Start of SUPPLIED INFORMATION

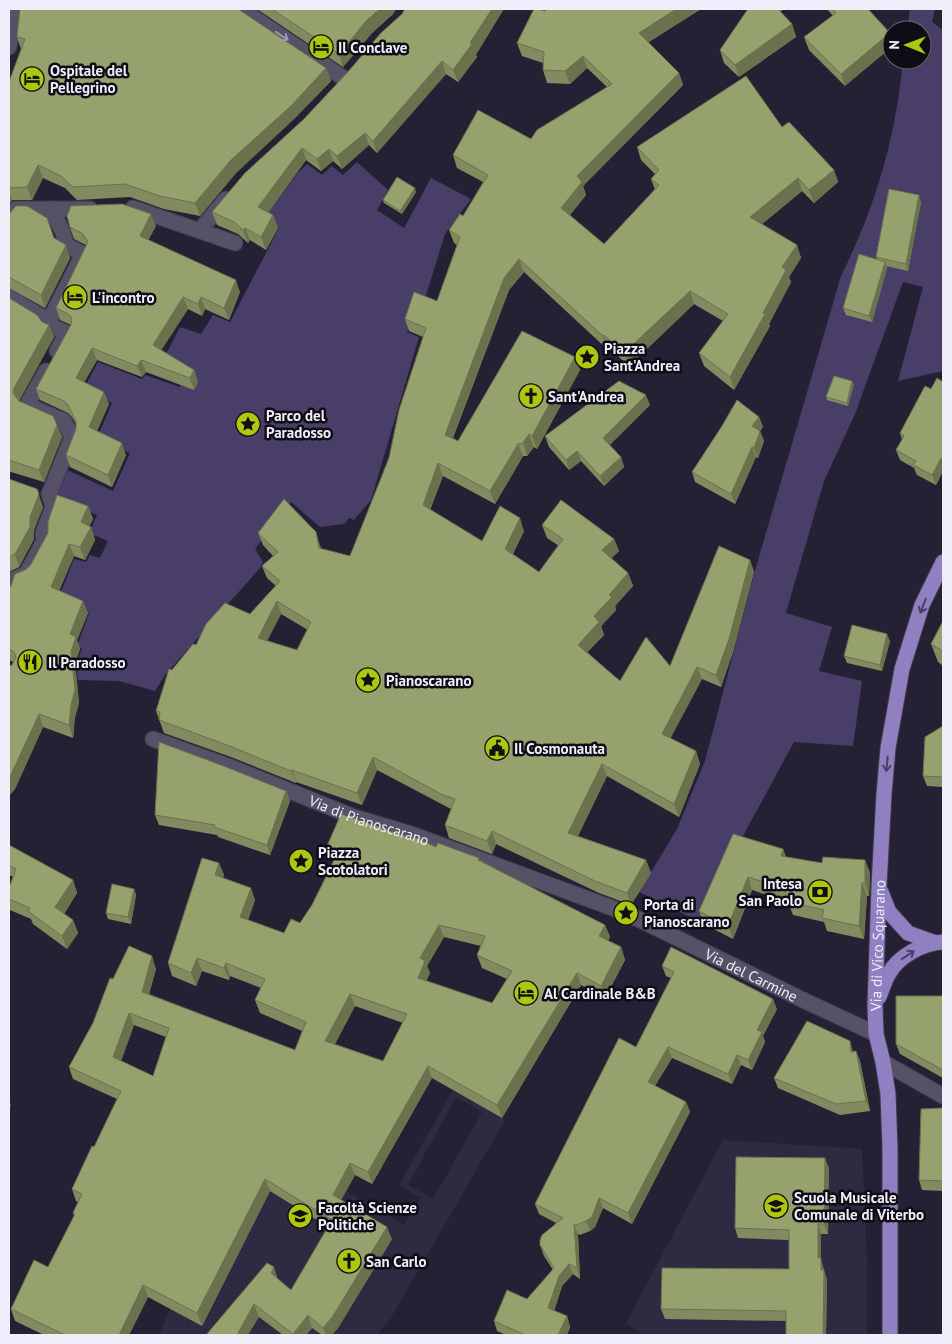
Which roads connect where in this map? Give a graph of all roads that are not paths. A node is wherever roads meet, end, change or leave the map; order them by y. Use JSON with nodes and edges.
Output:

End of SUPPLIED INFORMATION
Start of SUPPLIED INFORMATION

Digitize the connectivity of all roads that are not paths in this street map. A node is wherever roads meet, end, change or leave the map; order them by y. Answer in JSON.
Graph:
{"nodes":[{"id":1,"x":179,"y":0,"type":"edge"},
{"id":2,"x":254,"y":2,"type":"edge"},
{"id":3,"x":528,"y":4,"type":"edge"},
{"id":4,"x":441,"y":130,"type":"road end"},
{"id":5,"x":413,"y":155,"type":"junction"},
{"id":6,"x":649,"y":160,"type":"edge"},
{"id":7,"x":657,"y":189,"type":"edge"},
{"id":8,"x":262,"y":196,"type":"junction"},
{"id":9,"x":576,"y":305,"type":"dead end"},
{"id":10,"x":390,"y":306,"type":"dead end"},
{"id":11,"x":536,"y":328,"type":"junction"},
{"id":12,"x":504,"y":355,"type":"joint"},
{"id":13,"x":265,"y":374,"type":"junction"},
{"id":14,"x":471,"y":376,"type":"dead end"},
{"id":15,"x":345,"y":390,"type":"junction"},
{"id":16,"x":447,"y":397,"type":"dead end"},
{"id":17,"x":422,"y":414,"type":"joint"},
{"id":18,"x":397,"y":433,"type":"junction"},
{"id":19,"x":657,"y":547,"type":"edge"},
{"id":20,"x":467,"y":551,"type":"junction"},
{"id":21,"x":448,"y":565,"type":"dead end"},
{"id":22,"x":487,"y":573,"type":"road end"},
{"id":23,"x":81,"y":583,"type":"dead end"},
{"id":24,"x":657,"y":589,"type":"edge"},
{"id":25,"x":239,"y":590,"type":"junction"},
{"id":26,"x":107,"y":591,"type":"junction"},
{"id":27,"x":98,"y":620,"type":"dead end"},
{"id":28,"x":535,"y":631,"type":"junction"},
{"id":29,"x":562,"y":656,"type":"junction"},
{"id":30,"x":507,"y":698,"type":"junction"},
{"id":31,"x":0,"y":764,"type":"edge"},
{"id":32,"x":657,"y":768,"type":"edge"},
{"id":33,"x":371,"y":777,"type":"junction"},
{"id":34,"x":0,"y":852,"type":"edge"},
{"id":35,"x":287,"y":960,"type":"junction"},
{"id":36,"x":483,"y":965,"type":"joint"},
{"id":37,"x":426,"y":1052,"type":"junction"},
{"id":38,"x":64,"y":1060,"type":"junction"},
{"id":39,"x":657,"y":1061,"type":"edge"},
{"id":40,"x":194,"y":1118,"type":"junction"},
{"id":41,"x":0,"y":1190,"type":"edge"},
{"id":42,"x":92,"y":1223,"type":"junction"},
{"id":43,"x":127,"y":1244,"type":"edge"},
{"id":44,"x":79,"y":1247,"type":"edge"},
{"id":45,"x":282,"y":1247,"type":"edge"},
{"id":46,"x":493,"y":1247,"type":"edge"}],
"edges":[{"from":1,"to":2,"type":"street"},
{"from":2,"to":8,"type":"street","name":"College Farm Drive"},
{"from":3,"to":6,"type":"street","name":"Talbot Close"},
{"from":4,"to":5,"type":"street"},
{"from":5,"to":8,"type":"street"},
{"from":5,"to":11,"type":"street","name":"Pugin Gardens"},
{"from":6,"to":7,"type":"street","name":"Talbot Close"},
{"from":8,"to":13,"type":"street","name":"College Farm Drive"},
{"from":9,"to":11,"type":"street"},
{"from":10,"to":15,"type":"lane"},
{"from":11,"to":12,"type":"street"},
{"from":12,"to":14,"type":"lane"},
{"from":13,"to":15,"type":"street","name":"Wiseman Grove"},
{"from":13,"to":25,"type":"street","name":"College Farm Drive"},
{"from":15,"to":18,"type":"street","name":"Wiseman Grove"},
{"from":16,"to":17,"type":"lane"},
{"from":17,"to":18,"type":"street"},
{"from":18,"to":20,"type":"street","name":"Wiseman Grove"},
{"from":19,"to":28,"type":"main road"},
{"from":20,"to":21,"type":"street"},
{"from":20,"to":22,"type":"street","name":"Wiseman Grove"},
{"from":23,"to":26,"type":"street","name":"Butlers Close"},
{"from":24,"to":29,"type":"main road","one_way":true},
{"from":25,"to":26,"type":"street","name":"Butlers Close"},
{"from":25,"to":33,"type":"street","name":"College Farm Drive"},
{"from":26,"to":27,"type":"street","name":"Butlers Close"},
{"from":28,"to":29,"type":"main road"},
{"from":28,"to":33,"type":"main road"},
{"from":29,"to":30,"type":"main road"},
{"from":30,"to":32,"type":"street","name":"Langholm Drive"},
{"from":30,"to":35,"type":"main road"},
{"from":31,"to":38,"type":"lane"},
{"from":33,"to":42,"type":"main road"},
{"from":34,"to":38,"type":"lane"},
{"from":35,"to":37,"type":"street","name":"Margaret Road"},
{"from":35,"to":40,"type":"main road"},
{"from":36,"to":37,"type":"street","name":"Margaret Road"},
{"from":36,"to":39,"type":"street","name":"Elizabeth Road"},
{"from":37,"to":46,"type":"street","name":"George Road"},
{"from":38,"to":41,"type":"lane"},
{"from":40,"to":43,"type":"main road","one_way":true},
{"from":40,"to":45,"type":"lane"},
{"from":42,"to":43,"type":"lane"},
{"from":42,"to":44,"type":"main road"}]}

End of SUPPLIED INFORMATION
Start of SUPPLIED INFORMATION

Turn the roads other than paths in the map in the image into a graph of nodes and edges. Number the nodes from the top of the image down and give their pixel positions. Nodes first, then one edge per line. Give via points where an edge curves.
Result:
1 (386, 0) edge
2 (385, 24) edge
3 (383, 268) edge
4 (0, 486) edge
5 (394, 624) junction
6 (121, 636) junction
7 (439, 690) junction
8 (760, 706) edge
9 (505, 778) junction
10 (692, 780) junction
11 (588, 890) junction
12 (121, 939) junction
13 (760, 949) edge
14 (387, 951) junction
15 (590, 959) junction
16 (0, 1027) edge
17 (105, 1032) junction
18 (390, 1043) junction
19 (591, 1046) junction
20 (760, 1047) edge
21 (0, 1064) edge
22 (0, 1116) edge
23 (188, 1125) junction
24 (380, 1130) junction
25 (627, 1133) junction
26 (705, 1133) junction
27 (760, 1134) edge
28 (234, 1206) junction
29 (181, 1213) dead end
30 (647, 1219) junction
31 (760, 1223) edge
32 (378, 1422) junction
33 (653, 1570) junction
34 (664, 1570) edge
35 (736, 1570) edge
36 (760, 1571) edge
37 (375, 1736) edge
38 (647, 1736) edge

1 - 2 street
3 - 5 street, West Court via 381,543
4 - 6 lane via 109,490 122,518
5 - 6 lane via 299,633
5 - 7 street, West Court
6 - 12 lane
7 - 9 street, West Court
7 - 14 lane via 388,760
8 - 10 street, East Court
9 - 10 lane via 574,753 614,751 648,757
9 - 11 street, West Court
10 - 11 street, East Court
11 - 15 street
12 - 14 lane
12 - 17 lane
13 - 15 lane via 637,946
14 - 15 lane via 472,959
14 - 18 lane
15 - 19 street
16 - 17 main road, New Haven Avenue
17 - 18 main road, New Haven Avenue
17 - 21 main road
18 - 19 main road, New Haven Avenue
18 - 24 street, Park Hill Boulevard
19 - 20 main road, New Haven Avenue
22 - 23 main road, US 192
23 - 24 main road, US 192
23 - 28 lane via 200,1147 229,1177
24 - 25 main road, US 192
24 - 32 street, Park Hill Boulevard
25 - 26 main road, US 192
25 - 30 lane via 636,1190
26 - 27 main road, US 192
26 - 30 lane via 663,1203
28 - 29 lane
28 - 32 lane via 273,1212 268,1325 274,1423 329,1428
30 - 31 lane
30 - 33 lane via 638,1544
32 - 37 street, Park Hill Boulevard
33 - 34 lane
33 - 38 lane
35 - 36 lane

End of SUPPLIED INFORMATION

Within the entries above, find the string "leave" and return each line that holds it.

Which roads connect where in this map? Give a graph of all roads that are not paths. A node is wherever roads meet, end, change or leave the map; order them by y. Use JSON with nodes and edges.
Digitize the connectivity of all roads that are not paths in this street map. A node is wherever roads meet, end, change or leave the map; order them by y. Answer in JSON.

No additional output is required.